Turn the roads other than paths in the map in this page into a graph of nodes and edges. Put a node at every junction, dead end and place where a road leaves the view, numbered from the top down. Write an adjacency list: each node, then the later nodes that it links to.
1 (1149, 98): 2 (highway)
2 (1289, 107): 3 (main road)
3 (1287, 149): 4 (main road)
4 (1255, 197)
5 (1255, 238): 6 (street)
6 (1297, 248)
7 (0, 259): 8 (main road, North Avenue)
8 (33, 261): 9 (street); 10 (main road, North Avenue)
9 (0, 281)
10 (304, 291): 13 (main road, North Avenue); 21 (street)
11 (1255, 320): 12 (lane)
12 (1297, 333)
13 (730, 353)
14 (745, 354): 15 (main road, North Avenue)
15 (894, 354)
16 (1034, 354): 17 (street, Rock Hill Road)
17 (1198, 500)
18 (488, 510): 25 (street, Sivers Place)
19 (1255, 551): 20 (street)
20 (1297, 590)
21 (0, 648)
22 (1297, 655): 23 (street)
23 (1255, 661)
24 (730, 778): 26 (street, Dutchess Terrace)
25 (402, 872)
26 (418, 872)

▸ **Exercise objective**
Please restate every record shown above, word for word.

▸ **Your response**
Turn the roads other than paths in the map in this page into a graph of nodes and edges. Put a node at every junction, dead end and place where a road leaves the view, numbered from the top down. Write an adjacency list: each node, then the later nodes that it links to.
1 (1149, 98): 2 (highway)
2 (1289, 107): 3 (main road)
3 (1287, 149): 4 (main road)
4 (1255, 197)
5 (1255, 238): 6 (street)
6 (1297, 248)
7 (0, 259): 8 (main road, North Avenue)
8 (33, 261): 9 (street); 10 (main road, North Avenue)
9 (0, 281)
10 (304, 291): 13 (main road, North Avenue); 21 (street)
11 (1255, 320): 12 (lane)
12 (1297, 333)
13 (730, 353)
14 (745, 354): 15 (main road, North Avenue)
15 (894, 354)
16 (1034, 354): 17 (street, Rock Hill Road)
17 (1198, 500)
18 (488, 510): 25 (street, Sivers Place)
19 (1255, 551): 20 (street)
20 (1297, 590)
21 (0, 648)
22 (1297, 655): 23 (street)
23 (1255, 661)
24 (730, 778): 26 (street, Dutchess Terrace)
25 (402, 872)
26 (418, 872)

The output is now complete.